警官たちが囲む中、男が指定して来たショッピングセンターに来たが、男は姿を出さなかった。
25日の夜、
「ポケベルを返す、取りに来てくれ。場所は三雲町(今の松阪市)のバス停××だ。」
という電話をB子さんが受け取った。B子さんと結子さんの母親はそれを受け取りに出向いた。今度はちゃんとその場所にあった。結子さんのものに間違いなかった。
だが、このポケベルには不審なところがあった。
彼女は高校3年生になってからは金色の鎖のついたハローキティのキーホルダーをポケベルに下げて阿歩いていた。が、発見時にはこのキーホルダーは無くなっていた。
27日の20時、男から「ポケベルはちゃんと受け取ったか?」という電話が掛かって来た。県警は逆探知に成功。公衆電話前にいた自称露天商の男、46歳を逮捕した。
電話の声とこの男の声紋が一致し、更に結子さんの物と家族が断定する、白地に青い柄のハンカチを持ち歩いていた。逮捕時、夏だというのに、手袋を嵌めていた点、不自然なところがあったという。
この男は性犯罪の前科があり、過去に婦女暴行などで12年も服役していた。
過去の犯行手口もクルマで女性をぶつけて、転倒した隙に暴行を働いた上で金品を奪うといった方法。この男のワゴン車の左前は凹み傷とウインカーのプラスチック部分が破損していたという。
更に決定的な証拠がクルマから出て来た。
◆結子さんの漢和辞典
◆彼女の友人の連絡先
◆結子さんの毛髪、約200本
◆結子さんの身体の繊維片
◆6月13日以降、伊勢二見鳥羽ライン(注・今年3月から無料)の高速料金の領収証
目撃証言も出て来た。
彼女の連絡が途絶える13日20時30分過ぎ、男のワゴン車と同一の色と車種が公衆電話に横付けするのが目撃された。

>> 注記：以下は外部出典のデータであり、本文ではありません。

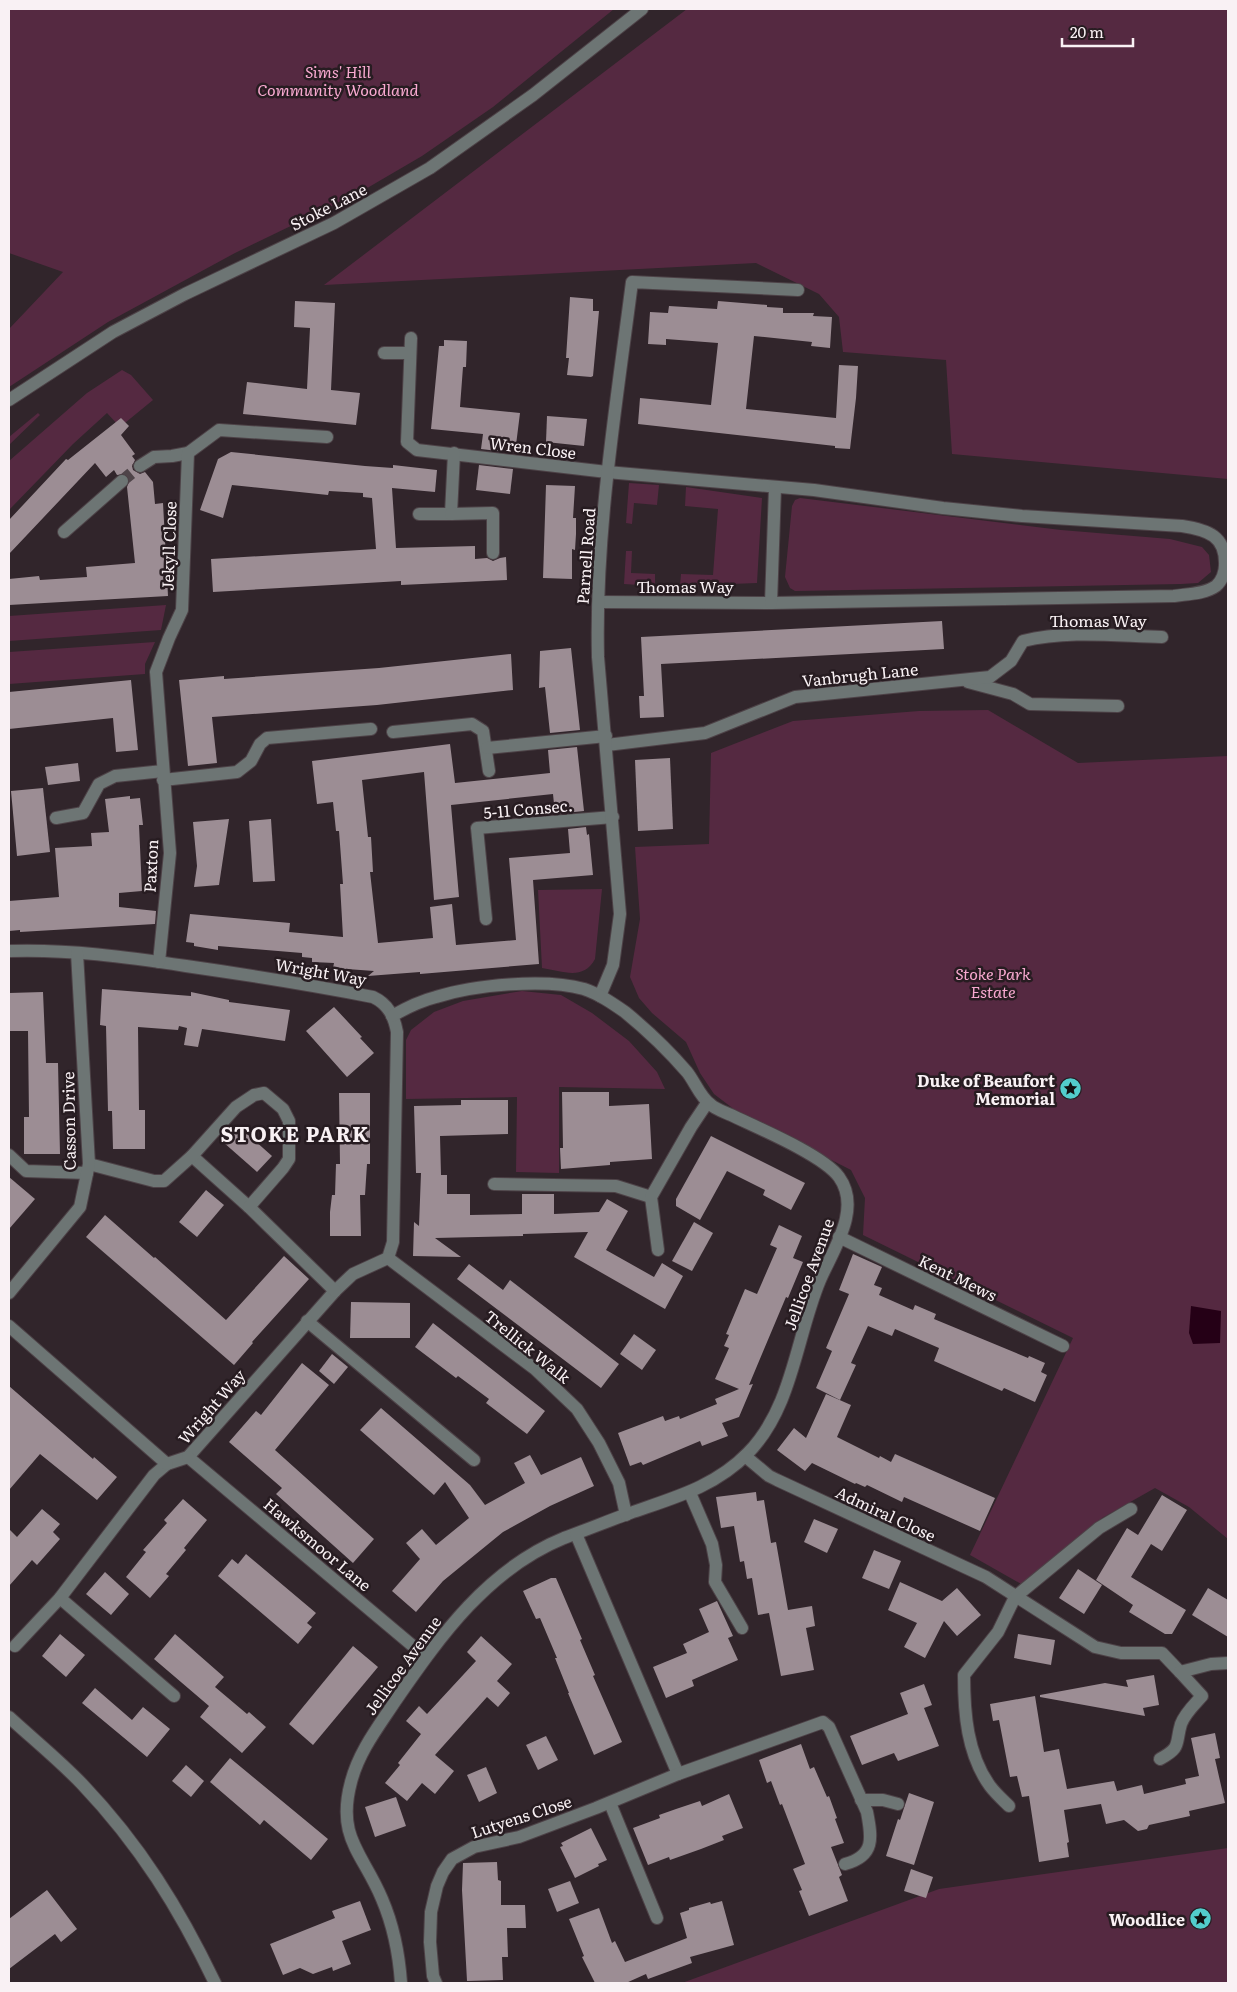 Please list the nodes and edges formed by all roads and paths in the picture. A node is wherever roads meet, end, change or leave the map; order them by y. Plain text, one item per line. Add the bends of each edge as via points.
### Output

結子さんの友人達も、白いワゴン車に付け回された、怖いと言っていた、と証言した。
県警は男が同様の手口で、公衆電話で彼女をはねて、転倒したところを自転車と共に連れ去ったと見ていた。
ここまでくれば解決は時間の問題かと思われた・・・しかし。
何と7月18日、男は結子さんが消息不明で証拠不十分ということもあり、釈放されてしまったのだ。信じ難い話だ。
■再調査を期待したい■
それでも諦めずに彼女のご両親、親友たち、町のお巡りさん達は今でも情報提供を呼びかけるビラの配布を行なっているという。これだけ証拠が揃っているのだから、本来そのような必要は無いはずだが、痛々しい話である。
ここまで証拠が上がっていながら、急転直下、釈放とはどういうことなのだろうか?通常、ここまで来たら、後は家宅捜索令状を取り、この重要参考人の自宅の捜索を徹底的に調べ上げるのが常ではないか。今からでも遅くは無い。年数を考えると・・・結子さんが生存していない可能性も高いが・・・徹底的に調べ上げるべきであろう。もう二度と、こんなおぞましい事件は起きて欲しく無い、共通の願いに近づくためにも・・・。
最後までご覧いただき、ありがとうございました。